A Comprehensive Framework for Data Quality Management
Mục lục
A Comprehensive Framework for Data Quality Management
How to monitor and maintain Data Quality to make sure the data meets certain standards for specific business use-cases
Photo by Stephen Dawson on Unsplash
Introduction
Big Data is becoming popular and it has been considered as the new oil of every industry these days. In fact, it is believed that there are some levels of similarity between big data and oil in the way they are mined, stored, transported and consumed.
Photo by Zbynek Burival on Unsplash
As a car owner, you probably understand the importance of the purity of petrol when you stop by the gas station every week. Petrol with low purity might seriously damage your car over time even though it can still keep your car moving. However, someone with a diesel engine on their truck might have less concern than you are as the expectation of purity is lower for diesel fuel than it is for petrol. Overall, different engines or applications require different levels of fuel quality.
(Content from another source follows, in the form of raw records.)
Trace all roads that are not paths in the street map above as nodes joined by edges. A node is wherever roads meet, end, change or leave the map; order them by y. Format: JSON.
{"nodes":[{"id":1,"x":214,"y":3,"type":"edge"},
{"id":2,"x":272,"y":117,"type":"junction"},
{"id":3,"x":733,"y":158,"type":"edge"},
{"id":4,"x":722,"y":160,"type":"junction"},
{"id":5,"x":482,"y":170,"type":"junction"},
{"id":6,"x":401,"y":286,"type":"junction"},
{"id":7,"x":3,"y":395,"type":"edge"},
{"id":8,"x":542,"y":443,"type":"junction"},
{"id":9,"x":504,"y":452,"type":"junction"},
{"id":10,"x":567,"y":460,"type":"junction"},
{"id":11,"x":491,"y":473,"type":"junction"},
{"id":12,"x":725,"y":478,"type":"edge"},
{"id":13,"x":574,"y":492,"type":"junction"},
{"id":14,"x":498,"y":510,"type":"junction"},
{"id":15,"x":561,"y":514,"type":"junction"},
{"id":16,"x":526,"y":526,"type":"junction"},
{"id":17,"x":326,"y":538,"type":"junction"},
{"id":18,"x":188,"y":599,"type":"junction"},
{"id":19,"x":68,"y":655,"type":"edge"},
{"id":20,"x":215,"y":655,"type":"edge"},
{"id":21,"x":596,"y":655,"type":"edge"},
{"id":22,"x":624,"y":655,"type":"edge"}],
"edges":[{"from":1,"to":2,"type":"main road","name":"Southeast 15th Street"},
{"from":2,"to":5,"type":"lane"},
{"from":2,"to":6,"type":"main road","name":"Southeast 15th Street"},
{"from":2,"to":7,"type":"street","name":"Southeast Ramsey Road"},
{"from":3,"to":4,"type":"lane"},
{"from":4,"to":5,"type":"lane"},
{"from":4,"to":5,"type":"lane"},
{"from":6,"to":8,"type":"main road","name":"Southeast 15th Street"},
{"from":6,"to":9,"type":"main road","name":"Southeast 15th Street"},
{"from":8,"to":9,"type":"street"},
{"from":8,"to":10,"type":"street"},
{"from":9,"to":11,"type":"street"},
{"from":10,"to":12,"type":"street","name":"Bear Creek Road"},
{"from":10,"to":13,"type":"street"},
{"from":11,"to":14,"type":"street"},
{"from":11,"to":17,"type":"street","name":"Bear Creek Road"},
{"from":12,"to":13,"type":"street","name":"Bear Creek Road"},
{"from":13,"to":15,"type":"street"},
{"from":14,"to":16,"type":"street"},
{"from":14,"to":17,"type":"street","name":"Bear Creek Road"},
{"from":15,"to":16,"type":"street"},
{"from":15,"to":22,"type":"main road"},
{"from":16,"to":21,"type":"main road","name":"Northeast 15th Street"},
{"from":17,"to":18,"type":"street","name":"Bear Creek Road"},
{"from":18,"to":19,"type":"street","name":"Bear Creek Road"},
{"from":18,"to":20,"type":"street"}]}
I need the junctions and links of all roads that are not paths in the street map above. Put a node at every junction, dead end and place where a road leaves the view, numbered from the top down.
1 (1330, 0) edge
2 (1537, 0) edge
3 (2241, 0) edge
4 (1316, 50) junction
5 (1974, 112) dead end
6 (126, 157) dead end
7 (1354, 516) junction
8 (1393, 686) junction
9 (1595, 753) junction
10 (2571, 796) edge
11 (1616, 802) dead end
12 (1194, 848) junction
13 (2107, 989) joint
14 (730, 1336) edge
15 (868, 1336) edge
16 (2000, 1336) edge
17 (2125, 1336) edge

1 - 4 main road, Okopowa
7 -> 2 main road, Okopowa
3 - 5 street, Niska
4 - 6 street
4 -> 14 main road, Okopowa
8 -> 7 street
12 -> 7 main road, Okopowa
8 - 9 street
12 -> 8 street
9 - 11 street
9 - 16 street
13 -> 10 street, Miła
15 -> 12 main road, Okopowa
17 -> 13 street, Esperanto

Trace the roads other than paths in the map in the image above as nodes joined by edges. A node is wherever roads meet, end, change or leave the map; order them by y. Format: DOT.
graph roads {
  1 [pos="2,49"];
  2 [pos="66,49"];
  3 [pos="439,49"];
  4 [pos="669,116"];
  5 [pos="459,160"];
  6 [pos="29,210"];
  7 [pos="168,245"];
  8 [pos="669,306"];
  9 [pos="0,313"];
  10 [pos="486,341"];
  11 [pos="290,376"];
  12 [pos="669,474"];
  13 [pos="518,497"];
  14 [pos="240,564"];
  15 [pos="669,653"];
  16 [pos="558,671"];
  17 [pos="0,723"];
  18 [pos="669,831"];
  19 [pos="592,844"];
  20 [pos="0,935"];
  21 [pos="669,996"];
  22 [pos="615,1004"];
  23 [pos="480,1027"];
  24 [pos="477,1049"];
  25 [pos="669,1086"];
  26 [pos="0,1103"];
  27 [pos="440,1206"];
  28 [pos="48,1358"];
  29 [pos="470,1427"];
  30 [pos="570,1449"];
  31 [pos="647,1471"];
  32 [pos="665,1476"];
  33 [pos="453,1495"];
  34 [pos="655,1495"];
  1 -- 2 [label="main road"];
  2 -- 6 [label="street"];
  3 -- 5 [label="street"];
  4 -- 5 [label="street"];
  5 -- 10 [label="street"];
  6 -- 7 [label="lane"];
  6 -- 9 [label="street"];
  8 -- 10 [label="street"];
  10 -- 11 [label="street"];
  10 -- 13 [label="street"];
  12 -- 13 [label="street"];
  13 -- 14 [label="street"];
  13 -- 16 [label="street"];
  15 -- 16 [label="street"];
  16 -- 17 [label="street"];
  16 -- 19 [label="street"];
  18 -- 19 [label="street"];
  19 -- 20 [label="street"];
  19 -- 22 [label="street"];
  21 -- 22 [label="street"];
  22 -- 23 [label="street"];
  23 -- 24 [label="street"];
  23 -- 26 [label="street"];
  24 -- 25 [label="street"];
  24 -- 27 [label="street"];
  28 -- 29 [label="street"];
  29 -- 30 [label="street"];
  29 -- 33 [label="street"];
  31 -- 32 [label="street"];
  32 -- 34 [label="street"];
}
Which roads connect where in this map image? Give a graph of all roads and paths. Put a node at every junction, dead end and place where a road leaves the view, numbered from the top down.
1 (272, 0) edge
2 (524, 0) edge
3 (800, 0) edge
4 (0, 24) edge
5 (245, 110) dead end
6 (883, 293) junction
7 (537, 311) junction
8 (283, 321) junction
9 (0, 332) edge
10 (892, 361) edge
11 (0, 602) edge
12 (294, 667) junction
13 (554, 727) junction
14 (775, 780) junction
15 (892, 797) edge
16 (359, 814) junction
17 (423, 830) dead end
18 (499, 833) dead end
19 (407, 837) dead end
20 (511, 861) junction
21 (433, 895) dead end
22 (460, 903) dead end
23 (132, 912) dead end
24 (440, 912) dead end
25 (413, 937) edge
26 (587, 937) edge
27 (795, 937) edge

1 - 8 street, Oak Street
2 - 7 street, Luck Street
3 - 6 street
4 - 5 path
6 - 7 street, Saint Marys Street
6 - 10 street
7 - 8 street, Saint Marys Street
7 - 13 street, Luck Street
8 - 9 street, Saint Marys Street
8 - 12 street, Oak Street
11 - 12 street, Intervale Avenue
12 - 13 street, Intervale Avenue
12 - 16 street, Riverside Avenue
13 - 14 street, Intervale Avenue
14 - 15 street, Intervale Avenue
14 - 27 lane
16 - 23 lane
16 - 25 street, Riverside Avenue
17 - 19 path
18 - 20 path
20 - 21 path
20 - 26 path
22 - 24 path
Similarly, data with poor quality can create negative impacts on your organisation although you can still have some insights from it. However, different use-cases might have different expectations for data quality since aiming for the highest quality of data is always costly. This is also captured in the definition of data quality: “Data quality shows the extent to which data meets users’ standards of excellence or expectations”[3]
When people think about data quality, they often refer to the term accuracy. For example, “Mark Zuckerberg” is the correct name of Facebook’s CEO but in a database, we might see something like “Mar Zuckerberg”, “Mark Zuckerber” or “Mark Zuckeberg” which are inaccurate representations of the original name. However, when it comes to data quality, accuracy alone is not enough to evaluate the data quality as the expectations are also on completeness, timeliness, consistency and uniqueness. These are five different dimensions to measure the quality of data.
The remainder of this article is organised as follows. In Section 1, we introduce the definition and example of fives Data Quality dimensions including Accuracy, Completeness, Timeliness, Consistency and Uniqueness. Section 2 will provide the formulas for metrics calculation while Section 3 offers an overview of the implementation of the metrics with data validation rules. Section 4 describes the process of managing Data Quality and Section 5 outlines the responsibilities of all parties involving in this process.
1. Data Quality Dimensions
1.1 Accuracy
Accuracy is defined as the closeness between a value to its correct representation of the real-life phenomenon. There are two types of accuracy that can be identified: Semantic Accuracy and Syntactic Accuracy[1].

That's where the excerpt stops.